OBJECTIVE: To review the pharmacology, pharmacokinetics, clinical trials, and safety of icatibant, a recently approved bradykinin B(2) receptor antagonist for treatment of acute attacks of hereditary angioedema (HAE).

DATA SOURCES: Articles indexed in MEDLINE (1948-June 2012), International Pharmaceutical Abstracts (1970-May 2012), and Cumulative Index to Nursing and Allied Health Literature (1981-June 2012) were identified using the search terms icatibant, bradykinin B(2) receptor antagonist, and hereditary angioedema. Additional references were identified from the reference lists of the articles identified.

STUDY SELECTION AND DATA EXTRACTION: English-language articles were reviewed.

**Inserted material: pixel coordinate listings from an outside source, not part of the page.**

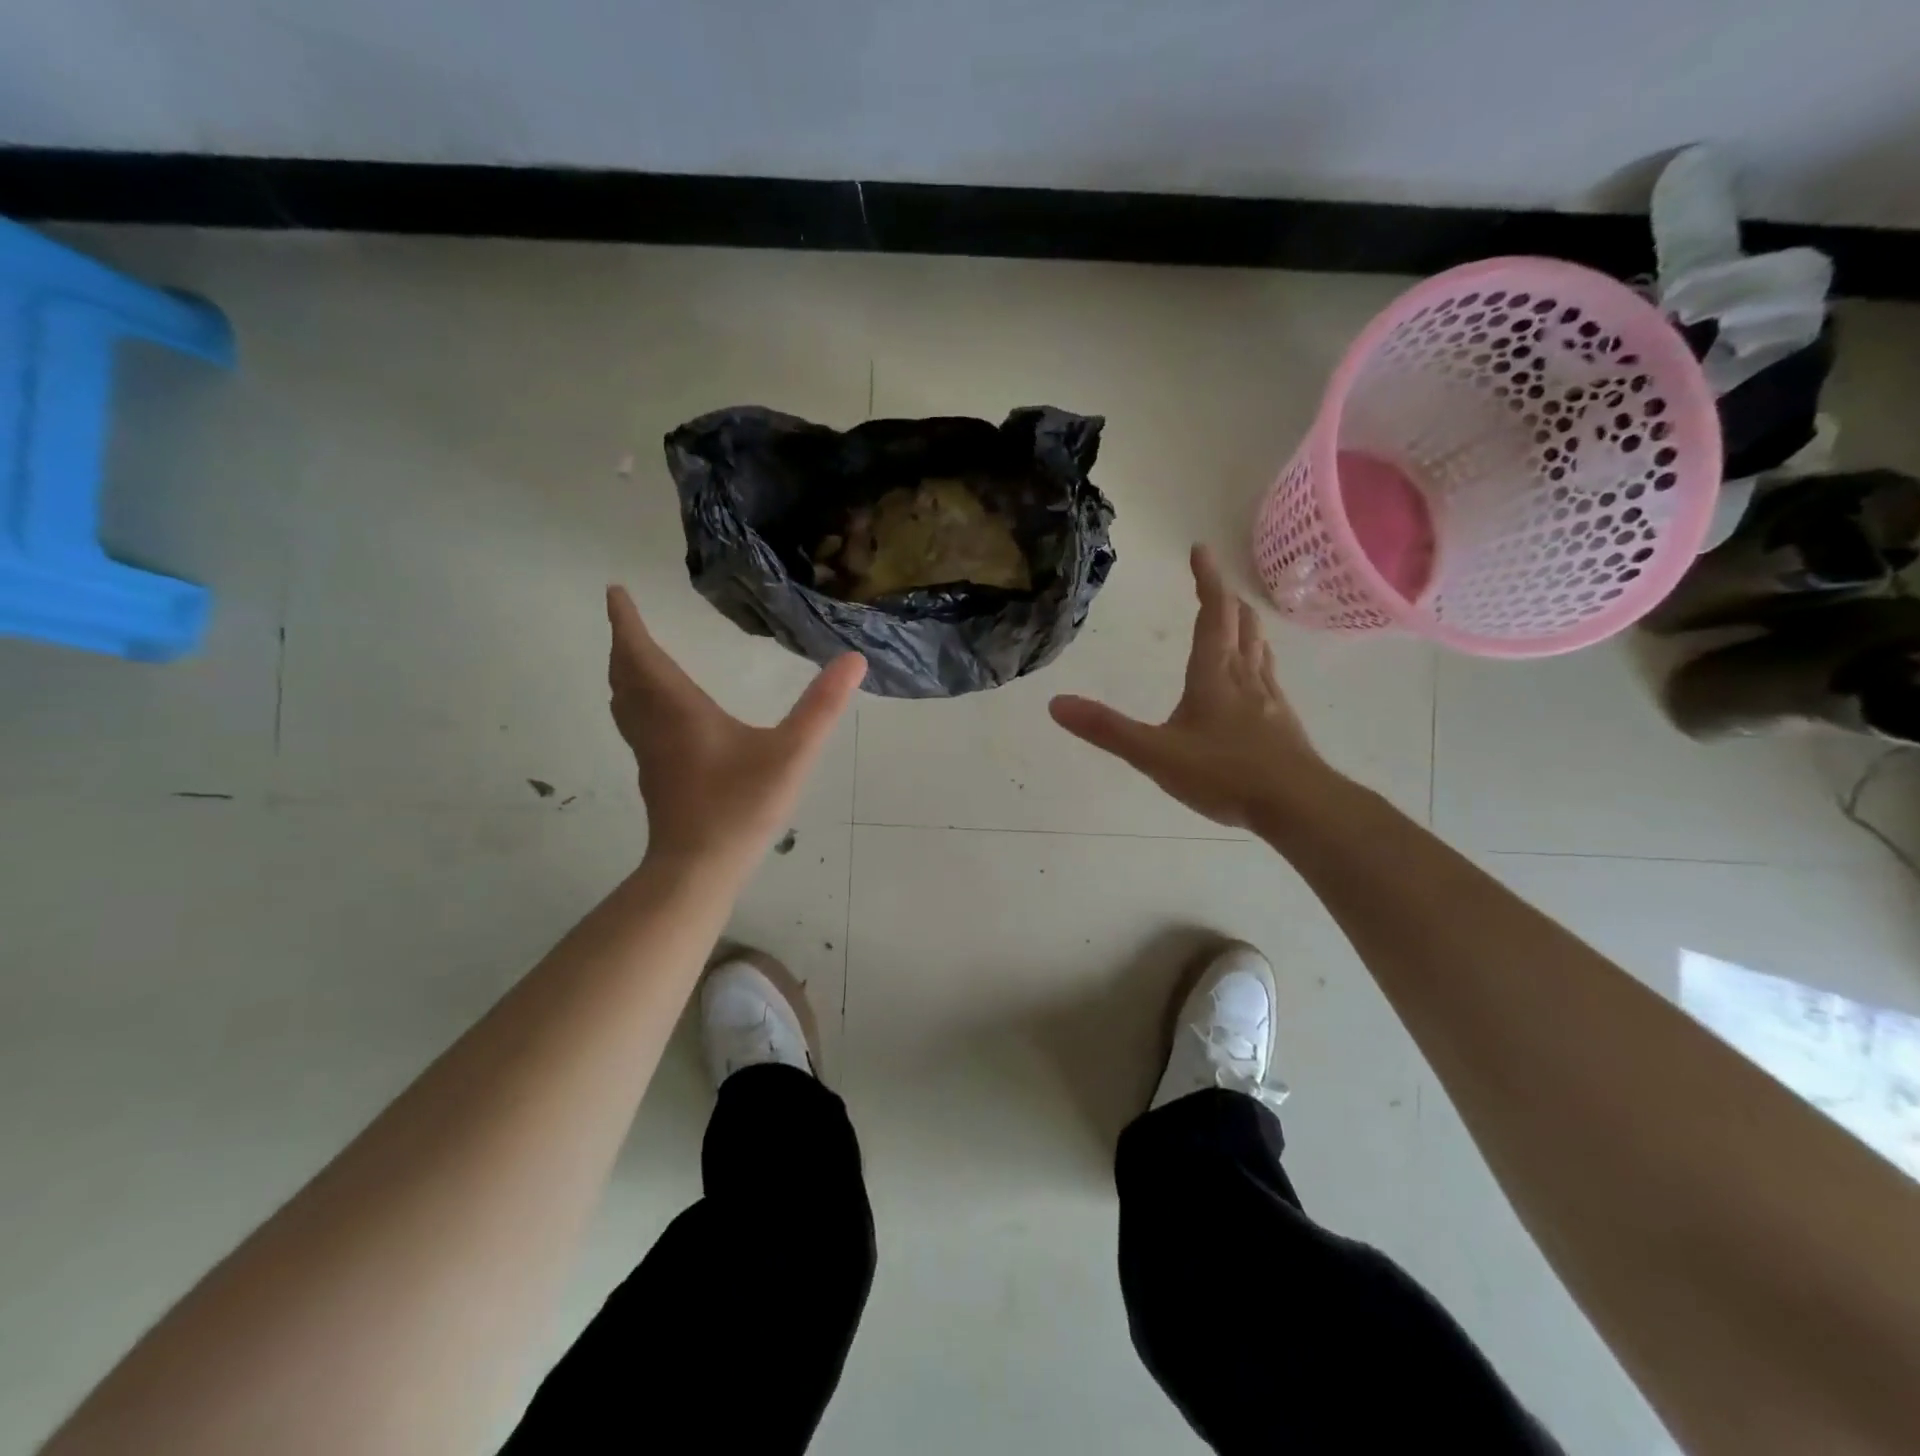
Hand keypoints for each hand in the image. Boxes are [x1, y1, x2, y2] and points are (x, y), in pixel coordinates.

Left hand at [606, 586, 864, 864]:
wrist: (698, 867)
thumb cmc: (740, 806)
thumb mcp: (791, 753)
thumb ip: (822, 707)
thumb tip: (853, 660)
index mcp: (679, 710)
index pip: (642, 655)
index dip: (626, 622)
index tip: (614, 591)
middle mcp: (655, 726)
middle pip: (625, 676)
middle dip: (624, 643)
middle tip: (624, 619)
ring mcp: (650, 754)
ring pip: (625, 703)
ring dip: (624, 673)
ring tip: (633, 657)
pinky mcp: (655, 776)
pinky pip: (634, 724)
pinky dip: (634, 702)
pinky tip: (656, 714)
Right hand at [1049, 545, 1336, 831]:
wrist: (1296, 805)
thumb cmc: (1224, 774)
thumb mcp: (1154, 754)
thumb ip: (1107, 729)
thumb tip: (1056, 703)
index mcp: (1213, 675)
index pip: (1213, 613)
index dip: (1207, 579)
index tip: (1200, 549)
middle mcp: (1244, 677)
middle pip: (1241, 623)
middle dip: (1226, 599)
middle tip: (1213, 584)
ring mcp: (1269, 698)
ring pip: (1259, 647)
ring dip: (1245, 625)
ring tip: (1235, 619)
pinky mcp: (1282, 721)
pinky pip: (1268, 676)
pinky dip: (1257, 660)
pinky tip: (1255, 680)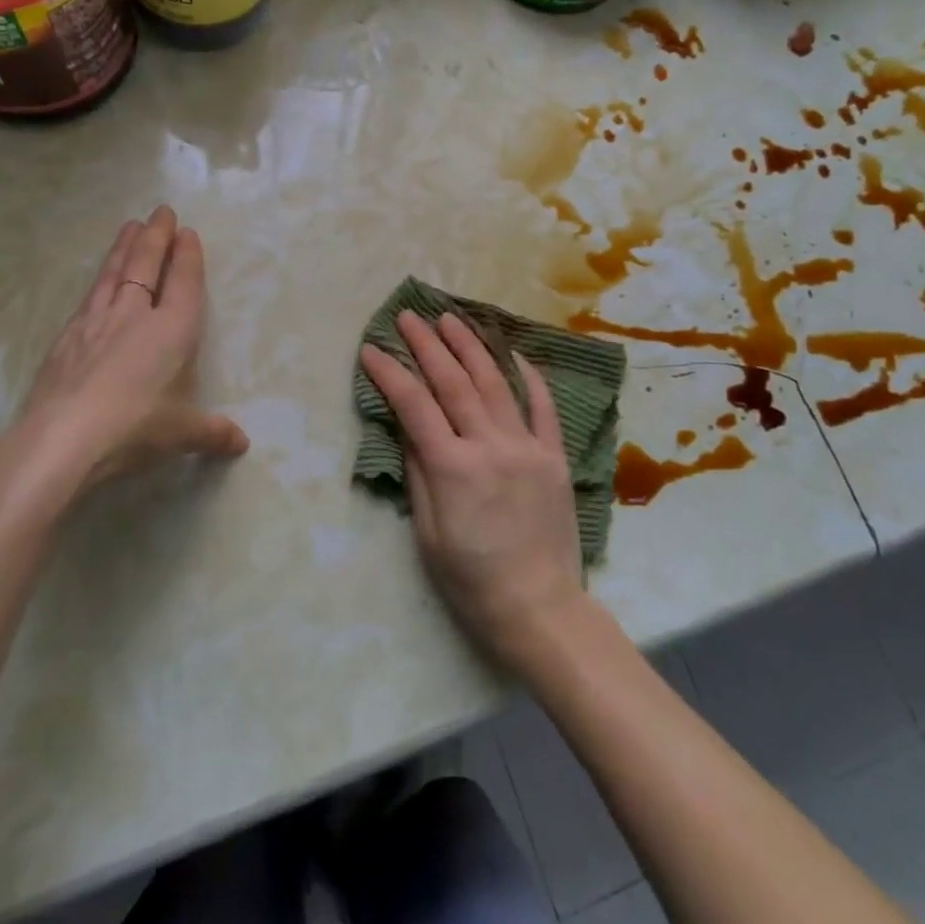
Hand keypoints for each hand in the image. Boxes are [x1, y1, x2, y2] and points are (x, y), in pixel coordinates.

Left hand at [0, 207, 248, 514]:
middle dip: (156, 237)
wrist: (62, 438)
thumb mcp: (183, 434)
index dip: (187, 256)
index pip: (183, 283)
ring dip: (124, 247)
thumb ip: (213, 433)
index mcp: (172, 331)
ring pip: (113, 273)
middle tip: (161, 211)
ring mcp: (96, 323)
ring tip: (130, 226)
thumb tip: (241, 444)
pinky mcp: (66, 338)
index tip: (187, 232)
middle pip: (146, 265)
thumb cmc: (135, 427)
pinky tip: (97, 282)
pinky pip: (89, 297)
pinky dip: (98, 281)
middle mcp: (134, 316)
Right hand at [360, 312, 587, 672]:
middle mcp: (490, 446)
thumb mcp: (427, 533)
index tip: (371, 348)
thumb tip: (405, 424)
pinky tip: (511, 351)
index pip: (414, 405)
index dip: (390, 373)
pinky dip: (527, 375)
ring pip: (495, 383)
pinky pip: (543, 406)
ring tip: (451, 318)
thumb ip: (418, 472)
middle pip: (454, 382)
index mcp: (453, 468)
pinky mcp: (553, 455)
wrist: (539, 608)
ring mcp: (527, 447)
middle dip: (427, 345)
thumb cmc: (471, 580)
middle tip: (408, 316)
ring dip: (470, 346)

DATA SYNTHESIS: Icatibant was evaluated in 3 Phase 3 clinical trials and found to be a safe and effective option for treatment of acute HAE. Icatibant was compared to placebo in 2 clinical trials (FAST-1 and FAST-3) and to tranexamic acid in the FAST-2 trial. Patients receiving icatibant in FAST-1 did not experience a significant improvement in median time to clinically significant relief of the index symptom (p = 0.14), whereas patients receiving icatibant in FAST-3 experienced a significant improvement in median time to at least 50% reduction in symptom severity (p < 0.001). When icatibant was compared to tranexamic acid in FAST-2, the median time to clinically significant relief of the index symptom was shorter for patients receiving icatibant (p < 0.001). The most common adverse events associated with the administration of icatibant were injection-site reactions, which were mild to moderate and transient. These data suggest that icatibant is a safe and effective treatment for acute attacks of HAE. Although direct comparisons of recently approved alternatives for treatment of acute attacks are lacking, there are administration advantages of icatibant over other agents. Additionally, the cost of icatibant is comparable to that of the C1 esterase inhibitor Berinert and less expensive than ecallantide.

CONCLUSIONS: Available efficacy data support that icatibant should be considered a safe and effective treatment for acute attacks of HAE. Additionally, limited treatment options for this rare condition, ease of administration, and comparable cost profile support its consideration for formulary inclusion.